Donc, comme moi je suis un bon citoyen, et qu’il est du devoir des bons citoyens de dénoncer les mauvais citoyens, il est de mon devoir à moi, Isaac Boxtel, de dénoncer Cornélius van Baerle.

Mais ce raisonnement n’eût peut-être pas, si spécieux qu’il fût, pris un empire complet sur Boxtel, et peut-être l’envieux n’eût-il pas cédé au simple désir de vengeance qui lui mordait le cœur, si à l’unisson du démon de l’envie n’eût surgi le démon de la cupidité.

Boxtel n’ignorait pas le point où van Baerle était arrivé de sa recherche sur la grande tulipe noire.

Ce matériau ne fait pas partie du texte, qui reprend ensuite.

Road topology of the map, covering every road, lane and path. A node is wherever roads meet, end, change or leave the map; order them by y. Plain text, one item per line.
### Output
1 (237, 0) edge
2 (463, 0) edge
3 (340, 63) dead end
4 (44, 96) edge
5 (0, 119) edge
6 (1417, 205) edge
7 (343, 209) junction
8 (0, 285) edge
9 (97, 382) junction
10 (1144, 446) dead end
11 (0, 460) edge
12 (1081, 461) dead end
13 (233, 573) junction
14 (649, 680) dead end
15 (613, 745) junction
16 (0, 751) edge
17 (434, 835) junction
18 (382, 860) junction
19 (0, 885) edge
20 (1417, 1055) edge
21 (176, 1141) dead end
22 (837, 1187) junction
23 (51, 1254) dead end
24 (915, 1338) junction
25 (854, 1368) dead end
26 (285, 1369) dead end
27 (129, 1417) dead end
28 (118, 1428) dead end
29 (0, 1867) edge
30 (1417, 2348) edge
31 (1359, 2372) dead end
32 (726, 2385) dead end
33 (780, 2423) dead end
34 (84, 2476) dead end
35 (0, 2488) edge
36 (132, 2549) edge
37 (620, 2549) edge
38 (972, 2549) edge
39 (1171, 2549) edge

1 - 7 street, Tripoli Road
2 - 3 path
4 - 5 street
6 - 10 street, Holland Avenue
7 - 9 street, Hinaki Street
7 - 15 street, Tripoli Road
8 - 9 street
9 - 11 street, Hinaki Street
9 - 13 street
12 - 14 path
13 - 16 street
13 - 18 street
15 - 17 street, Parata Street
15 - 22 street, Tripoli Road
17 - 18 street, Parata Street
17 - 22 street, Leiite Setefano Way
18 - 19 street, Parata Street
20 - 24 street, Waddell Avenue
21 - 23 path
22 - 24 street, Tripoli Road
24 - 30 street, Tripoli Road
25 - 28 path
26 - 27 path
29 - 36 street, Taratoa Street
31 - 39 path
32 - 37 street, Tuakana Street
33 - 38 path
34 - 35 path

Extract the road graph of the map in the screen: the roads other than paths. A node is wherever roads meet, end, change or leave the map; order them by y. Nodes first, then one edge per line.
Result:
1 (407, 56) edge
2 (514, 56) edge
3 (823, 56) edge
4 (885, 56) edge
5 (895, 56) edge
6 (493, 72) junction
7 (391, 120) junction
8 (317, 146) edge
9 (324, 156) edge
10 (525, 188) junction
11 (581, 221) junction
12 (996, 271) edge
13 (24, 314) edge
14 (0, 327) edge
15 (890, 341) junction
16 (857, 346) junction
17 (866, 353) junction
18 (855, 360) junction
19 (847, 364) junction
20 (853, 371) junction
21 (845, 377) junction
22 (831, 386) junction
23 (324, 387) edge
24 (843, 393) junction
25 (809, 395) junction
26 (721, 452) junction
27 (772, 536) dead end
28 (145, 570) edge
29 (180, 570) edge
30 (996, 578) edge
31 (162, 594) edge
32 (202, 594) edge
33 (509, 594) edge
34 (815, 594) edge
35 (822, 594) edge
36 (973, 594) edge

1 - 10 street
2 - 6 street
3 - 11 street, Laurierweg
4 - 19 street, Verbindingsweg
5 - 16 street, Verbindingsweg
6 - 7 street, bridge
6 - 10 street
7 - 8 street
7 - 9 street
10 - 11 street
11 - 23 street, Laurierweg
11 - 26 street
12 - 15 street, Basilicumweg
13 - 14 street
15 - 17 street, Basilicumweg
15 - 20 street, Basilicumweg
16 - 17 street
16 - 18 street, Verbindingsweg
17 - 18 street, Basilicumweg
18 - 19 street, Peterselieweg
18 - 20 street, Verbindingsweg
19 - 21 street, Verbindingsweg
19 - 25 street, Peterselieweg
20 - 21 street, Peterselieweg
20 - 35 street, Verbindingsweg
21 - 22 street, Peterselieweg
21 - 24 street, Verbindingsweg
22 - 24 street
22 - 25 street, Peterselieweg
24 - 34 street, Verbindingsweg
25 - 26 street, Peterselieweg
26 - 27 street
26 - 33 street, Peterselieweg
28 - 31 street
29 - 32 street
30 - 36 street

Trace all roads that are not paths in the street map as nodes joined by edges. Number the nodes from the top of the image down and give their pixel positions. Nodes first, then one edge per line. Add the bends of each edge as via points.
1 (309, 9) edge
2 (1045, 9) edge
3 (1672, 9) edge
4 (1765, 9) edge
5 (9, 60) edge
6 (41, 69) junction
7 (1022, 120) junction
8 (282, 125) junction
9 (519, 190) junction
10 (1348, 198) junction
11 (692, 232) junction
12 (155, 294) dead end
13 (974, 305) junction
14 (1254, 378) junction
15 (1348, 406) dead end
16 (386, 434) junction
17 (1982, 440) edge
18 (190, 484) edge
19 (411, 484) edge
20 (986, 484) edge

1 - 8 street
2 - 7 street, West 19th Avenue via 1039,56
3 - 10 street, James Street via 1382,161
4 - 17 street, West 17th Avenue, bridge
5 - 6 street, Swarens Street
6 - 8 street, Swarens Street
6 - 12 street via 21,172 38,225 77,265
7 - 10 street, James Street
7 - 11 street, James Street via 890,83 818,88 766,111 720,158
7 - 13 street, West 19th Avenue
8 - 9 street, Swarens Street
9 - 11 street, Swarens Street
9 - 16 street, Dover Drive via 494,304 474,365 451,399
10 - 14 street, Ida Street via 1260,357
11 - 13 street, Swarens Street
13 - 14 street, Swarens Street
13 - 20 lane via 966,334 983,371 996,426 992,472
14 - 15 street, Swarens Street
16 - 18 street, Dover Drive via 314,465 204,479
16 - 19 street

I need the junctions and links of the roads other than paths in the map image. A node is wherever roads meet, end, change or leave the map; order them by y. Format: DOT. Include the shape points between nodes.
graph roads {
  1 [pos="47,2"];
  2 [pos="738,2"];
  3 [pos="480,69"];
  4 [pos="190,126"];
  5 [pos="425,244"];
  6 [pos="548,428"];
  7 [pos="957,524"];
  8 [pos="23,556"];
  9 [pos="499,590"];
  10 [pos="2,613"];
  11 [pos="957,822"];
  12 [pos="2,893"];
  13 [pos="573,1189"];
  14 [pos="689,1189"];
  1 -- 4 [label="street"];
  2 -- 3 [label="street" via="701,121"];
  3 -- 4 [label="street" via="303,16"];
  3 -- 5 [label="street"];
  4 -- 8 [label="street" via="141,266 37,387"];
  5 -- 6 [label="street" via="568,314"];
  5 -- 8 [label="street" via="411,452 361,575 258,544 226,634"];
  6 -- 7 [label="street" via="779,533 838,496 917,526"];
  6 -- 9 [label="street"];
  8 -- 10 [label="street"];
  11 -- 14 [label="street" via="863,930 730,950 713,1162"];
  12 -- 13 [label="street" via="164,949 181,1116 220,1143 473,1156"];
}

Si modeste que fût le docteur Cornélius, il n’avait pu cacher à ses plus intimes qu’il avait la presque certitude de gagner en l’an de grâce 1673 le prix de cent mille florins proposé par la société d’horticulture de Harlem.

Or, cette presque certitude de Cornélius van Baerle, c’était la fièvre qui rongeait Isaac Boxtel.

Si Cornélius était arrêté, cela occasionnerait certainement un grand trouble dans la maison. La nuit qui suivrait l’arrestation, personne ne songerait à veiller sur les tulipes du jardin.